Made for mass production
As the market continues to take off in line with battery technology, automakers will need to adapt motor designs to suit higher volume production. One way is by selecting windings that permit a high degree of manufacturing automation. OEMs will also need to analyse manufacturing processes to ensure high quality.
“There are plenty of manufacturers out there that are able to produce electric motors in high volumes but the challenge is meeting automotive levels of quality,” Professor Greenwood comments.
Certain ways of cutting laminated steels, for example, are known to negatively affect their magnetic properties, which reduces the efficiency of the electric machine.
“It’s not just about designing a good machine but designing one that when mass-produced still delivers on its original promise,” he adds.
New opportunities for the coil winding community
The growth of the HEV and EV market is good news not only for the automotive industry but all involved in the business of coil winding.
“HEV and EVs are now starting to account for four to five percent of all vehicle sales in some months, which means we are no longer just selling to early adopters but to real customers. This is the point at which volumes can really change, opening up supply chain opportunities for a whole range of organisations, who perhaps weren’t selling to the automotive industry before but now could – if they can design their products and services to meet the cost, volume and quality requirements of that market,” Professor Greenwood explains.

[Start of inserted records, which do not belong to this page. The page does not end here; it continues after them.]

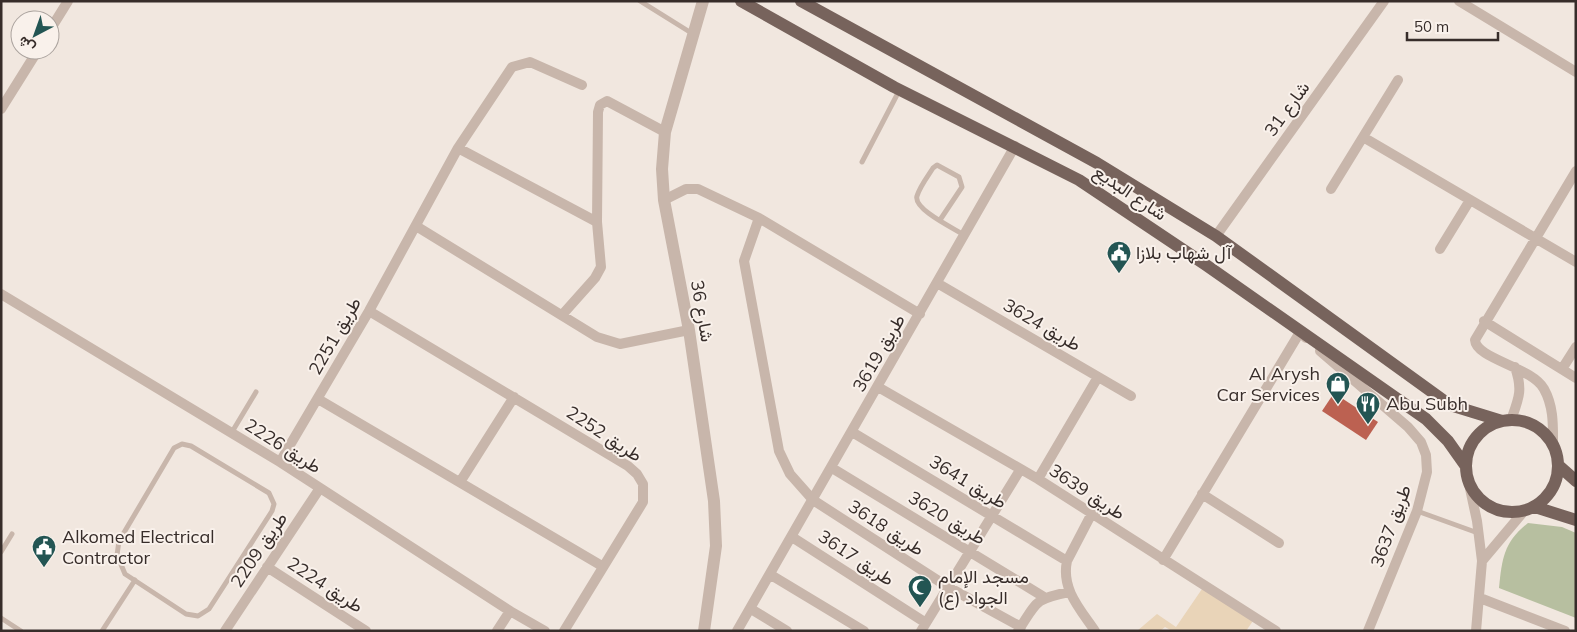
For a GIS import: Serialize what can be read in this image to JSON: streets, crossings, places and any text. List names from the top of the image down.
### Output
{
  "streets": {
    "main road": ["شارع البديع"],
    "street": [
      "شارع 31",
      "شارع 36",
      "طريق 3624",
      "طريق 2251",
      "طريق 3619",
      "طريق 2252",
      "طريق 2226",
      "طريق 3641",
      "طريق 3639",
      "طريق 3620",
      "طريق 3637",
      "طريق 3618",
      "طريق 2209",
      "طريق 3617",
      "طريق 2224"
    ]
  },
  "crossings": [
    ["شارع 31", "شارع البديع"],
    ["شارع البديع", "طريق 3619"],
    ["شارع البديع", "طريق 3637"],
    ["طريق 3624", "طريق 3619"],
    ["طريق 2251", "طريق 2252"],
    ["طريق 2251", "طريق 2226"],
    ["طريق 3619", "طريق 3641"],
    ["طريق 3619", "طريق 3639"],
    ["طريق 3619", "طريق 3620"],
    ["طريق 3619", "طريق 3618"],
    ["طريق 3619", "طريق 3617"],
    ["طريق 2226", "طريق 2209"],
    ["طريق 3641", "طريق 3617"],
    ["طريق 3639", "طريق 3617"],
    ["طريق 3620", "طريق 3617"],
    ["طريق 3618", "طريق 3617"],
    ["طريق 2209", "طريق 2224"]
  ],
  "places": {
    "public building": ["آل شهاب بلازا", "Alkomed Electrical Contractor"],
    "shop": ["Al Arysh Car Services"],
    "restaurant": ["Abu Subh"],
    "mosque": ["مسجد الإمام الجواد (ع)"]
  },
  "scale_bar": "50 m",
  "north": "bottom left"
}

Professor Greenwood will be approaching this audience at CWIEME Berlin (Coil Winding, Insulation & Electrical Manufacturing Exhibition) in a seminar entitled ‘Roadmapping the EV future: Battery technology, mass manufacturing and the prospects ahead for energy storage’ on Tuesday 21st June 12:20-13:00. He will also be taking part in a CWIEME panel discussion on electric vehicle technology alongside automotive OEMs and their suppliers on Thursday 22nd June 09:30-10:30.
“Many of the speakers in the conference programme will be focussing on the specifics of electric motor design. My session aims to provide a context to these topics – what the market is going to look like and the factors driving it,” he concludes.
Academia meets industry
Professor David Greenwood leads the advanced population systems team at WMG with a focus on energy storage (battery systems), energy conversion (electric machines and power electronics) and energy management. He also provides academic leadership for the development of R&D activities within the UK’s National Automotive Innovation Centre, serves as a board member for the Low Carbon Vehicle Partnership (LowCVP) and the Avanced Propulsion Centre (APC), and is a member of the Automotive Council Technology Group and the Energy Scienfic Advisory Committee.
Prior to joining the University of Warwick, Professor Greenwood was head of hybrid and electric systems for Ricardo UK Ltd., preparing automotive industry technology roadmaps and research priorities for the New Automotive Innovation and Growth Team (NAIGT), Technology Strategy Board (TSB) and Automotive Council.